Employer-sponsored health insurance is considered a welfare plan under ERISA, so employers have the fiduciary duty to be administering benefits solely in the interest of participants and beneficiaries. An important piece to all of this is that, before the 2020 Transparency in Coverage final rule, information on negotiated rates was really hard to get your hands on. This was because of federal antitrust laws and different clauses included in these commercial health plan contracts. Though this information is hard to access it is technically publicly available. It implicates the fiduciary duty of those employers, and they need to be using this information to help make informed business decisions for their employees.

Q
What are the main takeaways from the report?
A

I would say the theme is that a market with proprietary prices is doomed to fail. We don’t see a relationship between price and quality. And when we see huge variations in negotiated rates across the country, while concerning and problematic and shocking in some ways, I also think it’s not surprising. We do really hope that this data can shift the pendulum where all these different players will start competing on things like price now that they know that people have access to this sort of information. They need to make sure they’re actually providing value to the healthcare consumer, which we think is employers—because of the way they administer benefits—but also, most importantly, to patients.

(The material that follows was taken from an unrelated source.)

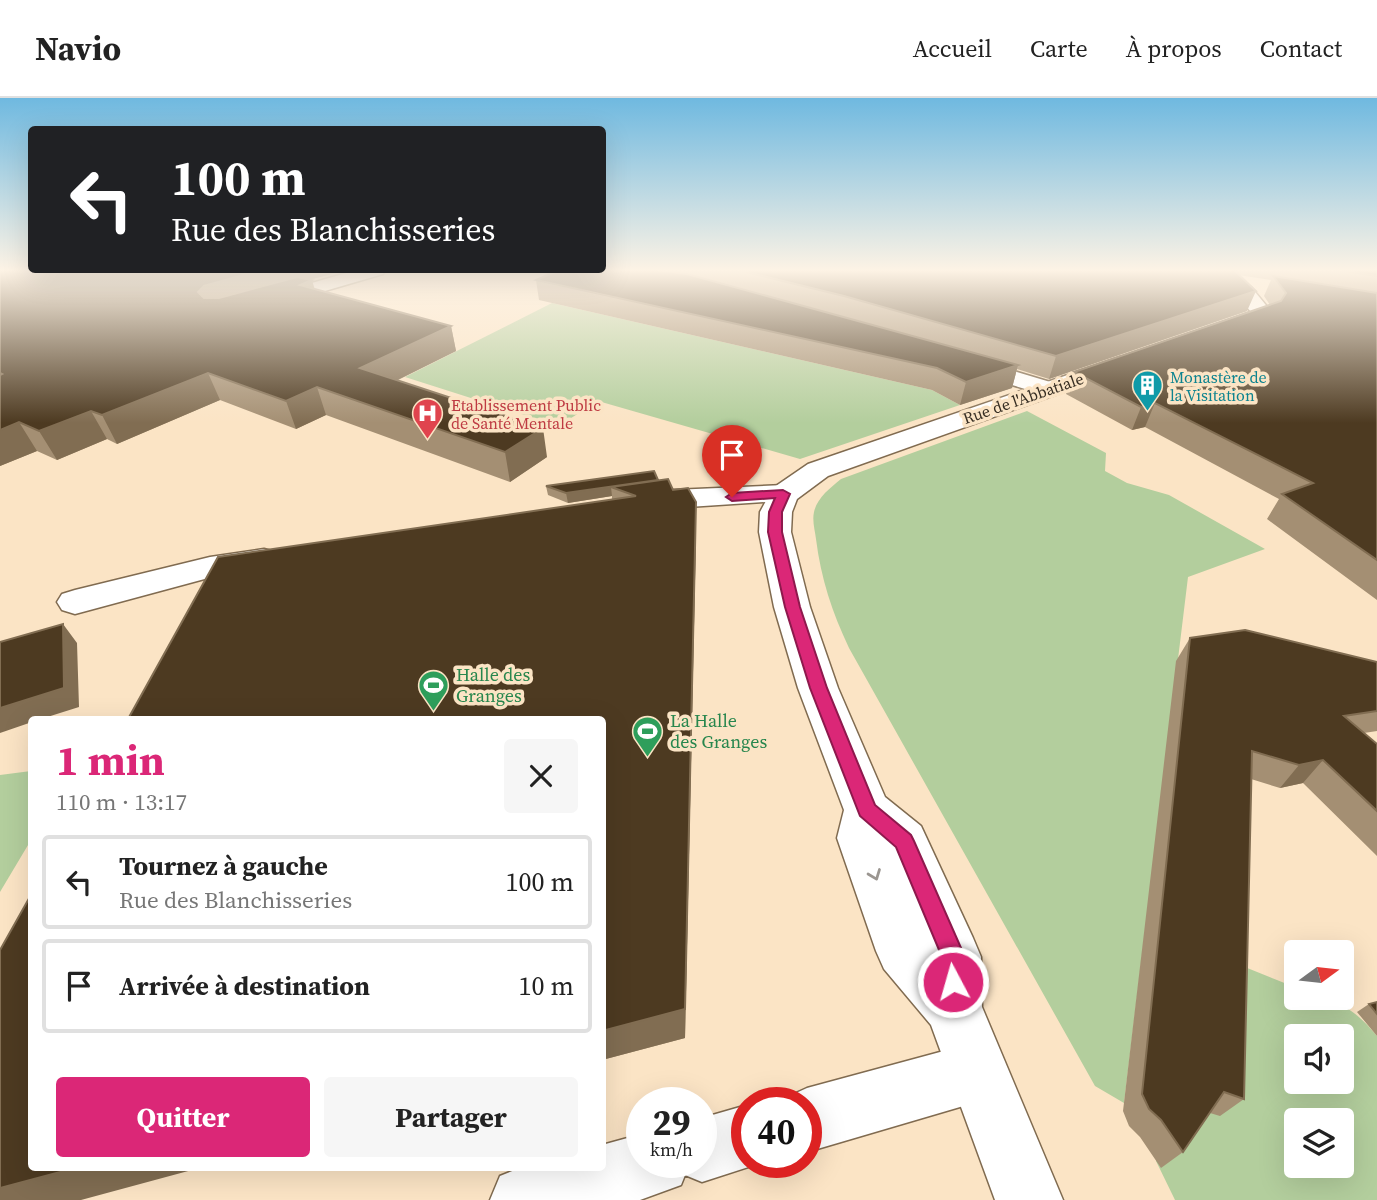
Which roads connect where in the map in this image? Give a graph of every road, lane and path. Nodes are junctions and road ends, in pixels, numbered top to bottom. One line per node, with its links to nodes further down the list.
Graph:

I do think during the last five to 10 years, a lot of the price transparency efforts have put the onus on patients or employees to be shopping for their healthcare services with a handful of different tools. I don’t think we’ve seen that be hugely successful. And I think that the extent of the problem that we reveal in this report mandates much broader systemic change, rather than expecting employees to shop their way out of this problem. If just those top 10% of the most expensive providers across the country reduce their rates to the market median, that would have a huge impact on overall healthcare spending.